1801 Varsity Drive, Raleigh, North Carolina

27606

(Address of Principal Executive Offices) (Zip Code)

(919) 754-3700
(Registrant’s Telephone Number, Including Area Code)

Not Applicable
(Former Name or Former Address, if Changed Since Last Report)


Check the appropriate box below if the Form 8-K filing is intended to simultaneously satisfy the filing obligation of the registrant under any of the following provisions (see General Instruction A.2. below):

Written communications pursuant to Rule 425 under the Securities Act (17 CFR 230.425)

Soliciting material pursuant to Rule 14a-12 under the Exchange Act (17 CFR 240.14a-12)

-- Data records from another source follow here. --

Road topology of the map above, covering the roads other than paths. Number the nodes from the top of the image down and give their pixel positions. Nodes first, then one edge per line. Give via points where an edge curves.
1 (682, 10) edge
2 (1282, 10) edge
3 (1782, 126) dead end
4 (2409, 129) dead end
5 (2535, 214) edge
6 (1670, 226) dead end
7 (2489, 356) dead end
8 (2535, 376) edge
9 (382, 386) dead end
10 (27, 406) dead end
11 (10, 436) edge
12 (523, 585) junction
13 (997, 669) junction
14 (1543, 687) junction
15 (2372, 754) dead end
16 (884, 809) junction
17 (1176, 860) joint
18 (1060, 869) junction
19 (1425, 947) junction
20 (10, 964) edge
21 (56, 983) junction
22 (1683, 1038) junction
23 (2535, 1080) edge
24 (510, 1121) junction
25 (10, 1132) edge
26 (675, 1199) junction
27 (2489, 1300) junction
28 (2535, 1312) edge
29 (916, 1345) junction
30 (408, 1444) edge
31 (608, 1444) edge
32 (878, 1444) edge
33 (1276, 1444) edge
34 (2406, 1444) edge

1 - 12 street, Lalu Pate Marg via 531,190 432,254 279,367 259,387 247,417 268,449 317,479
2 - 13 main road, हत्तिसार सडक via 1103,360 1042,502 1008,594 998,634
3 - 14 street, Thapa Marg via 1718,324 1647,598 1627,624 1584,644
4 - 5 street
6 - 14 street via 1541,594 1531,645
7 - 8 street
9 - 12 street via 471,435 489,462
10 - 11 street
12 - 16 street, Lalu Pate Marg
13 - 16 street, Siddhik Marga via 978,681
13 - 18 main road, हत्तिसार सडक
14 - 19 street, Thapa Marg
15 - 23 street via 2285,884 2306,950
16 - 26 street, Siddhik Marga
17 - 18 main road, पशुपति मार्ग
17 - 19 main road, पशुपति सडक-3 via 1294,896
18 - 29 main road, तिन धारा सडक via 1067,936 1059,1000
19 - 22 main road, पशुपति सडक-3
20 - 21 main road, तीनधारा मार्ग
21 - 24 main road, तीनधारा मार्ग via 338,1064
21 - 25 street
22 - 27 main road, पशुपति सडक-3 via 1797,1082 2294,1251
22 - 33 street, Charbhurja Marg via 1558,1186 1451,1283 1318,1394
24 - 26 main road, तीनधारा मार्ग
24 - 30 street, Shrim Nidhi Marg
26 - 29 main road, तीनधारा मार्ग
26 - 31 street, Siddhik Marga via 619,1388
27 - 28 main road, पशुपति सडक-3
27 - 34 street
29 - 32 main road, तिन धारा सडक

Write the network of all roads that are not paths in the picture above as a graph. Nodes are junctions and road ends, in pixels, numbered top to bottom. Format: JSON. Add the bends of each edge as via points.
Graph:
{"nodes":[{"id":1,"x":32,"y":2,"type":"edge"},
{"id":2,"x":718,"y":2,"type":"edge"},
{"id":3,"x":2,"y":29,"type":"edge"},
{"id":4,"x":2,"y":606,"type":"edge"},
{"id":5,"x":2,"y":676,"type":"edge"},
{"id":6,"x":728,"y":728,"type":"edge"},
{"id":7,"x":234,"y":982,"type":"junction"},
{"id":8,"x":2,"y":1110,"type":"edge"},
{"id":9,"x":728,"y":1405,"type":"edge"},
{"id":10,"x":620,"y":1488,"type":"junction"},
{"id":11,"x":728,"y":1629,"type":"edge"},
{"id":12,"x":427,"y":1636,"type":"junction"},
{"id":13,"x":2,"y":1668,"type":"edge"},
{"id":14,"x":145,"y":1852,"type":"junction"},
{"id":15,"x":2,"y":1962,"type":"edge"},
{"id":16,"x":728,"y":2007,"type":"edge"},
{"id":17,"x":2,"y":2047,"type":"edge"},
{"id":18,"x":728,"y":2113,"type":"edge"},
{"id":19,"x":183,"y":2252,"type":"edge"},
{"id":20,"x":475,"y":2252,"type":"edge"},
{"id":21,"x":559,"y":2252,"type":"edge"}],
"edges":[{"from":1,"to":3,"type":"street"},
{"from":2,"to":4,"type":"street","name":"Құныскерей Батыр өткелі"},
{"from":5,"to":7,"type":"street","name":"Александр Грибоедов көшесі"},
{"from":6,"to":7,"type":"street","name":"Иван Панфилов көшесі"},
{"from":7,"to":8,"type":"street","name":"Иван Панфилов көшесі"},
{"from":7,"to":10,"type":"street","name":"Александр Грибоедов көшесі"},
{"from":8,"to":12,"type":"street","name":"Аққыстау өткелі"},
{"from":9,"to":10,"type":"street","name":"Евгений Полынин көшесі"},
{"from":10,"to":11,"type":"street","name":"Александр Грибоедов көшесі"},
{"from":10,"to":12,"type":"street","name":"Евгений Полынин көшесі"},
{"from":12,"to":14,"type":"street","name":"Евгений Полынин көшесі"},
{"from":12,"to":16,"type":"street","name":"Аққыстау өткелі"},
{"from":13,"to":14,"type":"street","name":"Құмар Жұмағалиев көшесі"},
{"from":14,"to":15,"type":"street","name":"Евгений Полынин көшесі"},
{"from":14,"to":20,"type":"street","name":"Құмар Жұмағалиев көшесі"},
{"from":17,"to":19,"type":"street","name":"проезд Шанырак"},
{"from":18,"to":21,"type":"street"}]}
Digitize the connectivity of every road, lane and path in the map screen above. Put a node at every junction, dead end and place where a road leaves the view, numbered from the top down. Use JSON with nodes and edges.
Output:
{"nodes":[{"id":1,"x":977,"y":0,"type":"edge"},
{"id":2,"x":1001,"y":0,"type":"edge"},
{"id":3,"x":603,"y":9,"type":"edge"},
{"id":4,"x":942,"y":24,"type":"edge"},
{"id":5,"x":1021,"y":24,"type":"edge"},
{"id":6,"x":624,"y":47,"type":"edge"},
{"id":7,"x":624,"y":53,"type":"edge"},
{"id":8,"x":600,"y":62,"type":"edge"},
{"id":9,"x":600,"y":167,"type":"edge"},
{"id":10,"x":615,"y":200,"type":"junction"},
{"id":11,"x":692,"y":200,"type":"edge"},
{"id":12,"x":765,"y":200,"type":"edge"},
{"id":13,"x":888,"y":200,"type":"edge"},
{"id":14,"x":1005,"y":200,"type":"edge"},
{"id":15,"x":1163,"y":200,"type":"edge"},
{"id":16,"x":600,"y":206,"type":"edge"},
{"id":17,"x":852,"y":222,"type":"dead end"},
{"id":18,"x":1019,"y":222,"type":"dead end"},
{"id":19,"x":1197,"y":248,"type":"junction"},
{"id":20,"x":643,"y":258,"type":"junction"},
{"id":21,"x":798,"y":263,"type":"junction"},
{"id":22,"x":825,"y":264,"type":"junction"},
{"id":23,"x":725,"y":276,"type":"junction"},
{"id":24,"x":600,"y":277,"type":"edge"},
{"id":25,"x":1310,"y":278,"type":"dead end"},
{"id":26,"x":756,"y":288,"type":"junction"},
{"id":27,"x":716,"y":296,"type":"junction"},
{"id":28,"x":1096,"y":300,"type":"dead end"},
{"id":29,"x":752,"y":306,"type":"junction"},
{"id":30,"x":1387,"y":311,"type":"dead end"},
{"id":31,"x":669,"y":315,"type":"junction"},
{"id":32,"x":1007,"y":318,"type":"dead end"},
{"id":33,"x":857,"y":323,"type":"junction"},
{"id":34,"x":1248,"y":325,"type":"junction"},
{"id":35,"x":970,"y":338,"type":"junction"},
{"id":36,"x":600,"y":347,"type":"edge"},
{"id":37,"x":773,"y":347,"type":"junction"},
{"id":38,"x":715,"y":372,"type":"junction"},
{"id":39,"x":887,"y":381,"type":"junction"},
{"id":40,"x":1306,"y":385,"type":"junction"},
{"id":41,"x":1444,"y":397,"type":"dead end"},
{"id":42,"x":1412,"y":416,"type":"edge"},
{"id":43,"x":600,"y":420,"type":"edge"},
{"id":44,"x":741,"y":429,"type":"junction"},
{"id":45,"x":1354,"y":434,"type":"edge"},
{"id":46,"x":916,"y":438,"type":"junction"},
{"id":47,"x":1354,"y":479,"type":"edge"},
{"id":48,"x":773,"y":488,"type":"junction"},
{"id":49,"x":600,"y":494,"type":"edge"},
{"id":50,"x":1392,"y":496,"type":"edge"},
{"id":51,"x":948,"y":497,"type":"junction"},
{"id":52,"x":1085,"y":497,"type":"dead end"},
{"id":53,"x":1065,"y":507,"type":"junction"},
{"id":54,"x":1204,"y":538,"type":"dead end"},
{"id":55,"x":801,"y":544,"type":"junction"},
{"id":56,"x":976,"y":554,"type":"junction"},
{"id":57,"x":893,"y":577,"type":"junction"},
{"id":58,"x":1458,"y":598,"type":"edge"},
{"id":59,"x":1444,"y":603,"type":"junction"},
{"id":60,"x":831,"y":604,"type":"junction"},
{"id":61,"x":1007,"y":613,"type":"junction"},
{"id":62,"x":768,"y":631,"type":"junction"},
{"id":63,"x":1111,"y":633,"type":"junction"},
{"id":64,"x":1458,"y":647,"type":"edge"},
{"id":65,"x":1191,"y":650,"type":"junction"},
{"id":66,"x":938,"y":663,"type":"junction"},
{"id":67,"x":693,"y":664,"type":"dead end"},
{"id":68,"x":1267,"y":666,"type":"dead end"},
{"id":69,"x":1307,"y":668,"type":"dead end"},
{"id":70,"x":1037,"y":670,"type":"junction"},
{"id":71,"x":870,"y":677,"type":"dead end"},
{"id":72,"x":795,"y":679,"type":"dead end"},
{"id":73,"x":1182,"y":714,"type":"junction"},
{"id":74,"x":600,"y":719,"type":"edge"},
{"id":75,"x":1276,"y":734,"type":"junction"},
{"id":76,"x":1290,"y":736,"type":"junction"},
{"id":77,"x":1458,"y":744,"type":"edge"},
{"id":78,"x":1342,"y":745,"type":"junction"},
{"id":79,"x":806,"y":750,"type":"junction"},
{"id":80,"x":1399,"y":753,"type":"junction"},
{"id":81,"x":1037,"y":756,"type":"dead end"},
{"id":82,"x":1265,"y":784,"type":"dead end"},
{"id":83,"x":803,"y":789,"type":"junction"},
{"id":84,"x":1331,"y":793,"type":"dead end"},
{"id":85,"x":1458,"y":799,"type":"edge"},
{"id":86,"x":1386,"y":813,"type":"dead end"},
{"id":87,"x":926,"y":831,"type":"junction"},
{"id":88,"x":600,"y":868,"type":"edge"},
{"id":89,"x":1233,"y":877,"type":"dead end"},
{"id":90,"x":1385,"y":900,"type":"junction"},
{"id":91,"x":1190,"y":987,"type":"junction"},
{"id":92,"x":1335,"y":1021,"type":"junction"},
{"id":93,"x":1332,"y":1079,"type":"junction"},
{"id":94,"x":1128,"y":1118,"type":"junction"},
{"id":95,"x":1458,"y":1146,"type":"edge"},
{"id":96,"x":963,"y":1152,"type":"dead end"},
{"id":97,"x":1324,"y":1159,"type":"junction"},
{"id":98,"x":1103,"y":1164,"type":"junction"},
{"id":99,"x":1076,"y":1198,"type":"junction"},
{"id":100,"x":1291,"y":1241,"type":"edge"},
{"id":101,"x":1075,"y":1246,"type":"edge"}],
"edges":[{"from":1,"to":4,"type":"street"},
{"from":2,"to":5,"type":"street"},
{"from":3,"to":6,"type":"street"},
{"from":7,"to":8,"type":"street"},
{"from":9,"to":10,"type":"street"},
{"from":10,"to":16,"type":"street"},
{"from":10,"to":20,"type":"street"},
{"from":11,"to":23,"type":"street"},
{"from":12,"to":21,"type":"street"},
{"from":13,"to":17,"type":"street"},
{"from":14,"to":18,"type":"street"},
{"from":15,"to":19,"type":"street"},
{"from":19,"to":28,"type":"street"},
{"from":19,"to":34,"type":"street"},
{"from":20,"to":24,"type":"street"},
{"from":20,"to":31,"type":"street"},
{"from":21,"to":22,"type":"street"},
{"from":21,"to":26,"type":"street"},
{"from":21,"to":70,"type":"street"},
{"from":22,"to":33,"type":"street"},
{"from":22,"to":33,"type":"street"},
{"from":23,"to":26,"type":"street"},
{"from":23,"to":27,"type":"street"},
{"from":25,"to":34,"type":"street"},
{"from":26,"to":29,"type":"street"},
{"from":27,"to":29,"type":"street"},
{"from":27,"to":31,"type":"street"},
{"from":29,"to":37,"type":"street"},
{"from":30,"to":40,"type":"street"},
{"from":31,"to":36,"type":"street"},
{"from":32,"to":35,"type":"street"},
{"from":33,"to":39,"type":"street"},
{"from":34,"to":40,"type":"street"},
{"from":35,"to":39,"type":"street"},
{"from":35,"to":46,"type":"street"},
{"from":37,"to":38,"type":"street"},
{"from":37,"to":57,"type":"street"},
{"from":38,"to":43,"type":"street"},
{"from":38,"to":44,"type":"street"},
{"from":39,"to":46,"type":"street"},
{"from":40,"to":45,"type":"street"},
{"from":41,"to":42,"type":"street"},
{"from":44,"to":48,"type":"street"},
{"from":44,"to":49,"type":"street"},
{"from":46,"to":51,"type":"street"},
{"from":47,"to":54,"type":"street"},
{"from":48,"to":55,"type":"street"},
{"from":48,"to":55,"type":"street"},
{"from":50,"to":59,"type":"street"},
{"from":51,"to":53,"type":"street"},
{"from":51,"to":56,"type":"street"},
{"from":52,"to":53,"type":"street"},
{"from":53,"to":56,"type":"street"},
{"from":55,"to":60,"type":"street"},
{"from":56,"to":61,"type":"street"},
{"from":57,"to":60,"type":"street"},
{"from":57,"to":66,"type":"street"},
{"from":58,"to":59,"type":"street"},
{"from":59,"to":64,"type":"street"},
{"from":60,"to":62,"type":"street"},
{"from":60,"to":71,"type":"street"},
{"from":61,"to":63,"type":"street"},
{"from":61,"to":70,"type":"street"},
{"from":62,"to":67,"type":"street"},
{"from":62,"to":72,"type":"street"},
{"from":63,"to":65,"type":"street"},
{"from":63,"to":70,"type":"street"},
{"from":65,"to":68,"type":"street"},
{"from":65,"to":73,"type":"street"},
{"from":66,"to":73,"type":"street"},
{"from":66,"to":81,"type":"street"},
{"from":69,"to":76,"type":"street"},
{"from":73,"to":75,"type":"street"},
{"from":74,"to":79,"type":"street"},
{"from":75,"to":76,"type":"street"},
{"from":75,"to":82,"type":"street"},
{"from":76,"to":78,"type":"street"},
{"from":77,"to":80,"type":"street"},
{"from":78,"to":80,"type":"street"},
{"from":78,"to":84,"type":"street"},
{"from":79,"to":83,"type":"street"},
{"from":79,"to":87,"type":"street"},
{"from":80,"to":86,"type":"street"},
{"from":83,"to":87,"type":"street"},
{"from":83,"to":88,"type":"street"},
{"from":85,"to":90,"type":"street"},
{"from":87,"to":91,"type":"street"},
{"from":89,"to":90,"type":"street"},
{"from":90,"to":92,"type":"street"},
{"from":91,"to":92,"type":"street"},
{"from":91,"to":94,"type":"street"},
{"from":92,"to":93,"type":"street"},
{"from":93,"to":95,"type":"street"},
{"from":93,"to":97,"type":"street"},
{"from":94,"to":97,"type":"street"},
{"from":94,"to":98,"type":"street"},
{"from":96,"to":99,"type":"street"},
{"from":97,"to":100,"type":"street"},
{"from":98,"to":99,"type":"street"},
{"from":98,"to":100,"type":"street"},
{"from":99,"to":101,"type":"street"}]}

Pre-commencement communications pursuant to Rule 14d-2(b) under the Exchange Act (17 CFR 240.14d-2(b))

Pre-commencement communications pursuant to Rule 13e-4(c) under the Exchange Act (17 CFR 240.13e-4(c))




Item 2.02.          Results of Operations and Financial Condition

On March 24, 2010, Red Hat, Inc. announced its financial results for the fiscal fourth quarter and fiscal year ended February 28, 2010. The full text of the press release issued in connection with the announcement is furnished as Exhibit 99.1 to this Current Report on Form 8-K.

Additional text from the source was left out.